EXERCISE DESCRIPTION – The word "Borsa" marks the lines to keep; find each one in the data and copy it.

Stored entries:
^^^^^^^^^^^^^^^^

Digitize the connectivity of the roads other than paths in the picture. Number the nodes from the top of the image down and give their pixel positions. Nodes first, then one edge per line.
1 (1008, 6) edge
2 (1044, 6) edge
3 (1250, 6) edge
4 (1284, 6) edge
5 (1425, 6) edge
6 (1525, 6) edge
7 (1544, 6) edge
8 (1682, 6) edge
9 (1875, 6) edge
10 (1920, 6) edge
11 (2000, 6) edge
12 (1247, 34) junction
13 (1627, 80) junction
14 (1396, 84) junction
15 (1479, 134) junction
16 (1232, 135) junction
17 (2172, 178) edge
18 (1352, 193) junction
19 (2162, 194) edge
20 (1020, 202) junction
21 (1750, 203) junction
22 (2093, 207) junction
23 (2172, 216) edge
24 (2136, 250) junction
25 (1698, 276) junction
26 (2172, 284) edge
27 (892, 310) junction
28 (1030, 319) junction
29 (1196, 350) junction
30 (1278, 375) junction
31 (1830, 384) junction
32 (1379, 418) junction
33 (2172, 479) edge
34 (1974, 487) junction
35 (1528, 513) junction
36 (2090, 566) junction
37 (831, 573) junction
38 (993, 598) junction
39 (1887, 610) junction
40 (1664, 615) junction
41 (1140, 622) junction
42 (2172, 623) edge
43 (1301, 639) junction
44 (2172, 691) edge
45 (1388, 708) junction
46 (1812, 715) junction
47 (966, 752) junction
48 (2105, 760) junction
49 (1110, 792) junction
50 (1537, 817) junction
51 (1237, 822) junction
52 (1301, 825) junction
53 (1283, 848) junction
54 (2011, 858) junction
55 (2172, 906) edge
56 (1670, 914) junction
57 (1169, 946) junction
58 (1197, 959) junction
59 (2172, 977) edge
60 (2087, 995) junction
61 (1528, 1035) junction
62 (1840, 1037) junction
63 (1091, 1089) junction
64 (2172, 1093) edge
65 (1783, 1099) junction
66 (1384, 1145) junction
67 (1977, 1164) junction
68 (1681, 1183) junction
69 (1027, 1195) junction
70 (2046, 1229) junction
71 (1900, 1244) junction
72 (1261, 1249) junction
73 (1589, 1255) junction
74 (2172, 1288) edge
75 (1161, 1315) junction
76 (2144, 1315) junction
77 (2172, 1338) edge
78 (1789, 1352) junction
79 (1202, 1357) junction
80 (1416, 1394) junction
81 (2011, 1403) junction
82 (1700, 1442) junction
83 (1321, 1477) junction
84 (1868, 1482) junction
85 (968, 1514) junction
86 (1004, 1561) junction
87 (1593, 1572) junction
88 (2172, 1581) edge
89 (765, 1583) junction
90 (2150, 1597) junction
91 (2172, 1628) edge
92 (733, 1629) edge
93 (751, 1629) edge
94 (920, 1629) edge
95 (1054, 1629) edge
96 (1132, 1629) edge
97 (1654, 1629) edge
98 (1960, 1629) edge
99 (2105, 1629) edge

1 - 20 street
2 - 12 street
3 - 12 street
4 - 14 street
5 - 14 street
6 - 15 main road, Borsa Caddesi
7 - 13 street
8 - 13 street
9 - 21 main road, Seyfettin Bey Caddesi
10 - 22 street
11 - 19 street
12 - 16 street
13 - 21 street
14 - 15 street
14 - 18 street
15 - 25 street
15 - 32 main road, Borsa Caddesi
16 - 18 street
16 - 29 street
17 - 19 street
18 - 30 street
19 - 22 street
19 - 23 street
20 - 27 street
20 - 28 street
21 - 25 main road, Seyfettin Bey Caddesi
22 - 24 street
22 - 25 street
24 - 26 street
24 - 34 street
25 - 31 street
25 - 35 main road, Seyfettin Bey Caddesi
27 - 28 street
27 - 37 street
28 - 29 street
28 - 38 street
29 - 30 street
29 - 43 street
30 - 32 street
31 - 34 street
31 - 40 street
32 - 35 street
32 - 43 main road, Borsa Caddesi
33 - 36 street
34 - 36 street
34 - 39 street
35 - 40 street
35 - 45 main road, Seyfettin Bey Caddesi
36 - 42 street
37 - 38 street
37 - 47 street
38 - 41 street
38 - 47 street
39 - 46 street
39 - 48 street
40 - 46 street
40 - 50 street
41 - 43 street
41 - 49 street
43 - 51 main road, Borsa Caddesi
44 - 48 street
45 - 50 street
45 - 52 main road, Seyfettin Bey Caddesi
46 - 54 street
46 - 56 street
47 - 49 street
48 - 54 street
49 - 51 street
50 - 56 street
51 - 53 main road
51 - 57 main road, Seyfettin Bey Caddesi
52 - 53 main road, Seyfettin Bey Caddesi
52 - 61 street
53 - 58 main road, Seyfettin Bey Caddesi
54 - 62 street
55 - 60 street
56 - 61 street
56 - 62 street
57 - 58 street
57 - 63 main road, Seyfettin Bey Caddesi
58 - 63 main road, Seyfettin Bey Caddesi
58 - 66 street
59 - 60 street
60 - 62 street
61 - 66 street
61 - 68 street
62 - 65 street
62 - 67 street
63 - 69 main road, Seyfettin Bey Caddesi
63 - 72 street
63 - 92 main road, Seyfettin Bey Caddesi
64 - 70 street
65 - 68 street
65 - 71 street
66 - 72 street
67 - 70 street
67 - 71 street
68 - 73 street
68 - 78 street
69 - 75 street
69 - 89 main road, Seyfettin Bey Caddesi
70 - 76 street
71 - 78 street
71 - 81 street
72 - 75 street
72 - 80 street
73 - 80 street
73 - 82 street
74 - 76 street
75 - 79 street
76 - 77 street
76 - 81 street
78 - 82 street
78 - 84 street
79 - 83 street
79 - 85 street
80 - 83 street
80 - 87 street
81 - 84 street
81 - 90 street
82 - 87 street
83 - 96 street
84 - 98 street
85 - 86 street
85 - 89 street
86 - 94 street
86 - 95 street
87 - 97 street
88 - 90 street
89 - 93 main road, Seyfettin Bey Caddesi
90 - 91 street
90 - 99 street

^^^^^^^^^^^^^^^^

WRITTEN ANSWER –
6 - 15 main road, Borsa Caddesi
15 - 32 main road, Borsa Caddesi
32 - 43 main road, Borsa Caddesi
43 - 51 main road, Borsa Caddesi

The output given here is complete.